An incredible final surge by Jakub Krzewina saw him sweep past USA’s Vernon Norwood in the final metres to take the 4x400m title for Poland, setting a superb world indoor record* of 3:01.77 in the process.
It was an astonishing performance that nobody had seen coming, but one that was as impressive as it was unlikely.
The USA, unbeaten in global indoor championships for 14 years and featuring, in Michael Cherry and Aldrich Bailey, two of the individual 400m finalists, had held the lead virtually from the gun and had looked likely to take the record themselves until the closing stages.
Indeed, their 3:01.97 clocking was itself underneath the 3:02.13 that a different US quartet had set in Sopot at the World Indoor Championships four years ago.
And it had all started so well for the USA, with Fred Kerley, the 2017 USA outdoor champion, building a huge advantage following an opening 400m timed at a swift 44.84. Poland’s Karol Zalewski had performed well to stay within 10 metres and had created a sizeable gap between himself and Dylan Borlee of Belgium.
Cherry, the individual silver medallist, took over from Kerley and, despite a strong leg, couldn’t quite shake off the challenge of Rafal Omelko, while Trinidad and Tobago’s Jereem Richards moved into third place, just ahead of Jonathan Borlee.
On leg three, Aldrich Bailey, who was fourth in Saturday’s 400m, ran a controlled leg for the USA, with Poland’s Lukasz Krawczuk closing slightly and Asa Guevara of Trinidad and Tobago appearing to consolidate third place.
Vernon Norwood anchored the USA to victory in Portland two years ago and was again entrusted with the task of bringing home the baton, this time with a four-metre lead at the takeover, which made that outcome a distinct probability.
But Krzewina had other ideas.
With an indoor best of 46.15 set in Torun in February, not many in the stadium gave the 28-year-old much of a chance of hunting down 25-year-old Norwood, who had superior bests than the Pole over 400m both indoors and out.
But hunt him down he did, edging past Norwood in the closing metres as the US sprinter visibly tired, flinging his arms wide as he crossed the line, partly in delight, partly in disbelief.
Behind, Belgium edged Trinidad and Tobago for bronze by one hundredth of a second in 3:02.51 as both teams set national indoor records.
Omelko spoke for all of his teammates when he expressed his surprise at the result.
"It is a big shock and surprise for us,” he confirmed. “We were targeting the European record but really did not expect a result like this and never dreamed about the world record.”
While it was a team effort, the 29-year-old was quick to heap praise on the anchorman.
"I think the last lap with Jakub Krzewina was the crucial one.

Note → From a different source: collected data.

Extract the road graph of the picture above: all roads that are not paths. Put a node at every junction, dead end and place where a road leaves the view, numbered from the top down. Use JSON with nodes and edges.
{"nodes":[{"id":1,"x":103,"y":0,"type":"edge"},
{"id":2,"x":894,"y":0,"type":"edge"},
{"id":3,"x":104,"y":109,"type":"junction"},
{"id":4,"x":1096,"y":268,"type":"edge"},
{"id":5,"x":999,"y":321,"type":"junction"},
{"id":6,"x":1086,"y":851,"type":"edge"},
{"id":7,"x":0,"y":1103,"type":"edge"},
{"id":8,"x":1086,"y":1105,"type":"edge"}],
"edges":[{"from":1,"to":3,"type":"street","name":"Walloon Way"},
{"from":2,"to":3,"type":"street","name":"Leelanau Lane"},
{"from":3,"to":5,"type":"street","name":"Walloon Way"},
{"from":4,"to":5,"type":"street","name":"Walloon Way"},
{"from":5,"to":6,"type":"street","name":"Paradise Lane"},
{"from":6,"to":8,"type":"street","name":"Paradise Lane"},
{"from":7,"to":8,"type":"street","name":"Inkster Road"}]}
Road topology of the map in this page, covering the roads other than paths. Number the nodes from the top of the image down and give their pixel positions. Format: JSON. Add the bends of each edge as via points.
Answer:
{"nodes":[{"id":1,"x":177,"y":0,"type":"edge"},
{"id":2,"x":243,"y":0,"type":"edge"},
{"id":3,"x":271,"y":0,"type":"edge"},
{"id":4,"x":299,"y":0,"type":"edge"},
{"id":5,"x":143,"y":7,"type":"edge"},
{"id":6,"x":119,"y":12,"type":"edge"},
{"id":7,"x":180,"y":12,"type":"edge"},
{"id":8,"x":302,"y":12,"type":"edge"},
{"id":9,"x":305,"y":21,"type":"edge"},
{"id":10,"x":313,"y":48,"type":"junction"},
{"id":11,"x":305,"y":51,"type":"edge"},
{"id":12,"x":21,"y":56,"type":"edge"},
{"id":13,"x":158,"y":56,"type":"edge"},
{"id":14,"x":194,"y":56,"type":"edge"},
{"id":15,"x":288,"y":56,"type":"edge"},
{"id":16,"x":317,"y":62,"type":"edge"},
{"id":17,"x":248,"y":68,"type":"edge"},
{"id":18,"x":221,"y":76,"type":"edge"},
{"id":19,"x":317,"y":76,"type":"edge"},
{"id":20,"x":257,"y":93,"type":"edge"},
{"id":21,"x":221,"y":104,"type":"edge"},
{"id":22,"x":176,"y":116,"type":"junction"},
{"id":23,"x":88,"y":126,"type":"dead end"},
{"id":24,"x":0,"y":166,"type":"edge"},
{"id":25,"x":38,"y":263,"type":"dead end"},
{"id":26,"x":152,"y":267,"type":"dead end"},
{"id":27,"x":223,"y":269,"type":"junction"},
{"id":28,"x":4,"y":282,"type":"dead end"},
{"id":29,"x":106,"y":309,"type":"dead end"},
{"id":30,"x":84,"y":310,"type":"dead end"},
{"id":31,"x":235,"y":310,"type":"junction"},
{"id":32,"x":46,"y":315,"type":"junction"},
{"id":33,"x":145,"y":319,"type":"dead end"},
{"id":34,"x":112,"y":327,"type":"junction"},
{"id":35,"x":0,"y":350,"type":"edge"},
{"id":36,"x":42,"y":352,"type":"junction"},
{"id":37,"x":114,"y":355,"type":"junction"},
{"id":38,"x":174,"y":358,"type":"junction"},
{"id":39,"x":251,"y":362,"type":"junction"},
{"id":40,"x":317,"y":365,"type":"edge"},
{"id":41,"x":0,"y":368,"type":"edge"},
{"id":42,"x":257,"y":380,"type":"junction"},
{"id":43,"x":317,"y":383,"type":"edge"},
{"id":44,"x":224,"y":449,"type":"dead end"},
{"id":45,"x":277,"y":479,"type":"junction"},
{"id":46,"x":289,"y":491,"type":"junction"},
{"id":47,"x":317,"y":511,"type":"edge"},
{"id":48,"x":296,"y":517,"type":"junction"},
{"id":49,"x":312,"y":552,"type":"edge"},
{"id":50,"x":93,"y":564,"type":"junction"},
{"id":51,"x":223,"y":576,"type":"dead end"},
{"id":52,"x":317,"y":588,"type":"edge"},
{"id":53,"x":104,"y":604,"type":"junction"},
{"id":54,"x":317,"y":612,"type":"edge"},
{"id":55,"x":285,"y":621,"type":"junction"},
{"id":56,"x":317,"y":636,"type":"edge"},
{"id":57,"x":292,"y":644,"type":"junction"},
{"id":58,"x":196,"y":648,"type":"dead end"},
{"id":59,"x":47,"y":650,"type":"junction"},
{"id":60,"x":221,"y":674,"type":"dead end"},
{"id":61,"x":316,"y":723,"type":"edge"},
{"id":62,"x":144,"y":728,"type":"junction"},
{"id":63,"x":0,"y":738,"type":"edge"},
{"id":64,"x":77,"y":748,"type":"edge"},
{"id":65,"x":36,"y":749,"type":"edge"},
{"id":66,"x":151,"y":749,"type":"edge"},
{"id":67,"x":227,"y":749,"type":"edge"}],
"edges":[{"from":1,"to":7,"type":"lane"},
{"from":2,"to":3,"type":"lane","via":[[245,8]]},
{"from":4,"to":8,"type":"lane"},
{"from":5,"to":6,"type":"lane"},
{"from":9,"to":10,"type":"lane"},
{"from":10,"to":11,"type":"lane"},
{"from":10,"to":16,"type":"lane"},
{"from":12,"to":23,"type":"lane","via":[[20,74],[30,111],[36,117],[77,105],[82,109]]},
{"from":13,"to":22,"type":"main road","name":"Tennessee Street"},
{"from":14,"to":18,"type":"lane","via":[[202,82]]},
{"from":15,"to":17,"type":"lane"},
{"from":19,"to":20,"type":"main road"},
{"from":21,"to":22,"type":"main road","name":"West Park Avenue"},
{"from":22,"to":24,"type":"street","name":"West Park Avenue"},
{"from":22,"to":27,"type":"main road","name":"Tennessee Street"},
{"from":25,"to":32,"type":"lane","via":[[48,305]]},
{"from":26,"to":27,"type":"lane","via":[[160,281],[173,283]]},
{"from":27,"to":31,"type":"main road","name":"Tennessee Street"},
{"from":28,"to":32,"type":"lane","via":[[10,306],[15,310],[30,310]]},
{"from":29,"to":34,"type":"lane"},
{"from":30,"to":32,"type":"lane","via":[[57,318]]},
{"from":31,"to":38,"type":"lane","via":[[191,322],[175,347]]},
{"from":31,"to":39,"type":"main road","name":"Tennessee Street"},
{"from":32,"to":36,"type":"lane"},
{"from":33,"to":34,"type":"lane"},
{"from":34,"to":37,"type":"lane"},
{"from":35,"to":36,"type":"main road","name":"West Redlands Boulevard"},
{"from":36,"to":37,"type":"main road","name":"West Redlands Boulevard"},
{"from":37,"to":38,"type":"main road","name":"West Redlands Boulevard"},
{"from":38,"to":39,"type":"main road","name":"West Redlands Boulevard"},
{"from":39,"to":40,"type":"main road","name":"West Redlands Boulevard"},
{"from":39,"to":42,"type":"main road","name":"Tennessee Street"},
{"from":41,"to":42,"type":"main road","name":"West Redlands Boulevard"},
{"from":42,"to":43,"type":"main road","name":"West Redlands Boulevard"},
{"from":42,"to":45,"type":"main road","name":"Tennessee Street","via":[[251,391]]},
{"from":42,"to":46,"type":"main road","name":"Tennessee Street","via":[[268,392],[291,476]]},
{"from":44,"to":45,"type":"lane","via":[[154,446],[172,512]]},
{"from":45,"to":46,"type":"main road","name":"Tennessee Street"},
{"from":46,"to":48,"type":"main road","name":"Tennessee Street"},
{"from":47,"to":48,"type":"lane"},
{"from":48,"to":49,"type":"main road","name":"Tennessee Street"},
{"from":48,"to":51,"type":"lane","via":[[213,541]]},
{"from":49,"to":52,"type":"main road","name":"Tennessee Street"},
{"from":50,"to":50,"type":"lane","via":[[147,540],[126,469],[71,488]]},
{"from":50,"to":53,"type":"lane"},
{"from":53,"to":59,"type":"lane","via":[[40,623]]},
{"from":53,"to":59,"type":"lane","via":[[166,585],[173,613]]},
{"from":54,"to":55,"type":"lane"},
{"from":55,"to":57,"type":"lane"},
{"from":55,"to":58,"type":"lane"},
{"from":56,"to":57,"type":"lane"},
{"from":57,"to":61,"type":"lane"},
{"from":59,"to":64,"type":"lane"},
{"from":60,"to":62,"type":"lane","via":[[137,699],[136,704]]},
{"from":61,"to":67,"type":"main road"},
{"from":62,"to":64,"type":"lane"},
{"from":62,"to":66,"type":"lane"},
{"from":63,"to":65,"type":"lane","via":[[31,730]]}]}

He pushed it so hard and he is very, very strong this year. He helped us to win the most.”
Omelko was also quick to highlight the value of four individuals committing together to win a team medal.
"We all worked hard together. We met two weeks before the championships to train together for the relays and had a lot of exchange training.”
"We are used to running at these championships, we compete in Poland and we try to run every competition the best we can. We also had our own events, we have our own coaches, we are four individuals so it was challenging."